**Work to complete**
Should the listing contain images, exclude them; give the rest again exactly.

== Segment start ==

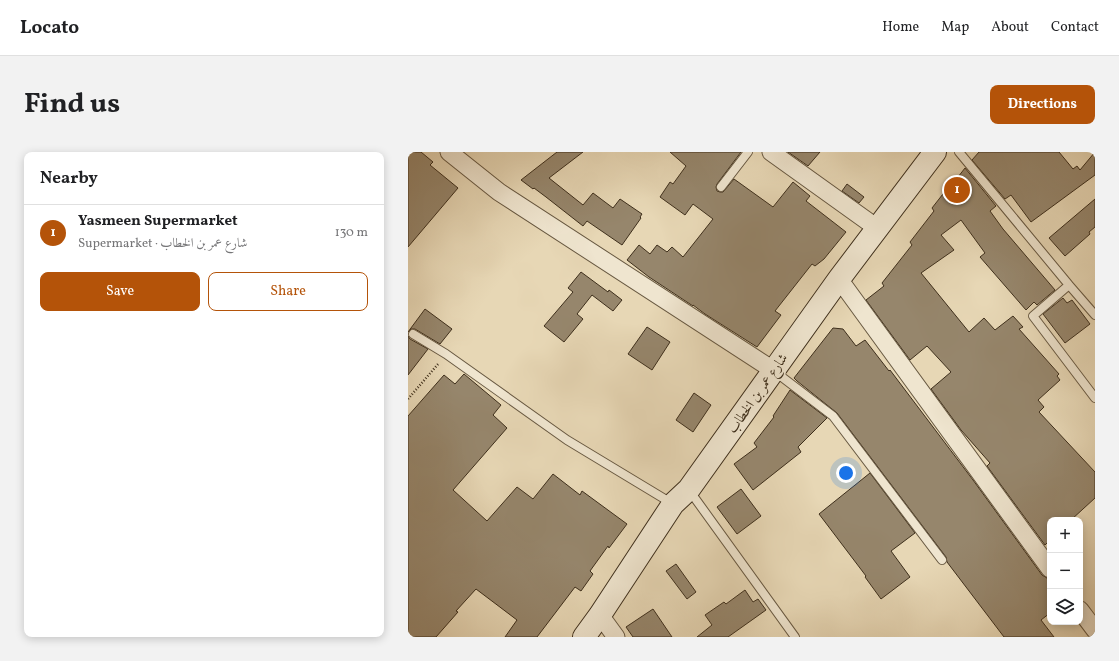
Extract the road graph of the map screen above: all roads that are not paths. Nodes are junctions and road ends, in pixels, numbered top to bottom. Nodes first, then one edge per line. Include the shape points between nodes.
1 (449, 152) edge
2 (748, 152) edge
3 (772, 152) edge
4 (935, 152) edge
5 (959, 152) edge
6 (721, 187) dead end
7 (877, 228) junction
8 (838, 279) junction
9 (1069, 285) junction
10 (1095, 315) edge
11 (412, 334) dead end
12 (773, 370) junction
13 (1095, 398) edge
14 (689, 489) junction
15 (673, 504) junction
16 (942, 560) dead end
17 (1047, 565) edge
18 (1083, 614) edge
19 (600, 615) junction
20 (1095, 630) edge
21 (584, 637) edge
22 (616, 637) edge
23 (795, 637) edge

1 - 12 street via 500,192
2 - 6 lane
3 - 7 street
4 - 7 main road, شارع عمر بن الخطاب
5 - 9 lane
7 - 8 main road, شارع عمر بن الخطاب
8 - 12 main road, شارع عمر بن الخطاب
8 - 17 street
9 - 10 lane
9 - 13 lane via 1033,316
11 - 15 lane via 446,354 567,440
12 - 14 main road, شارع عمر بن الخطاب
12 - 16 lane via 833,416
14 - 15 main road, شارع عمر بن الخطاب
14 - 23 lane
15 - 19 main road, شارع عمر بن الخطاب
18 - 20 street
19 - 21 main road, شارع عمر بن الخطاب
19 - 22 street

== Segment end ==

**Result below**
Extract the road graph of the map screen above: all roads that are not paths. Nodes are junctions and road ends, in pixels, numbered top to bottom. Nodes first, then one edge per line. Include the shape points between nodes.
1 (449, 152) edge
2 (748, 152) edge
3 (772, 152) edge
4 (935, 152) edge
5 (959, 152) edge
6 (721, 187) dead end
7 (877, 228) junction
8 (838, 279) junction
9 (1069, 285) junction
10 (1095, 315) edge
11 (412, 334) dead end
12 (773, 370) junction
13 (1095, 398) edge
14 (689, 489) junction
15 (673, 504) junction
16 (942, 560) dead end
17 (1047, 565) edge
18 (1083, 614) edge
19 (600, 615) junction
20 (1095, 630) edge
21 (584, 637) edge
22 (616, 637) edge
23 (795, 637) edge

1 - 12 street via 500,192
2 - 6 lane
3 - 7 street
4 - 7 main road, شارع عمر بن الخطاب
5 - 9 lane
7 - 8 main road, شارع عمر بن الخطاب
8 - 12 main road, شارع عمر بن الخطاب
8 - 17 street
9 - 10 lane
9 - 13 lane via 1033,316
11 - 15 lane via 446,354 567,440
12 - 14 main road, شارع عمر بن الخطاب
12 - 16 lane via 833,416
14 - 15 main road, شارع عمر بن الخطاب
14 - 23 lane
15 - 19 main road, شارع عمر بن الخطاب
18 - 20 street
19 - 21 main road, شارع عمر بن الخطاب
19 - 22 street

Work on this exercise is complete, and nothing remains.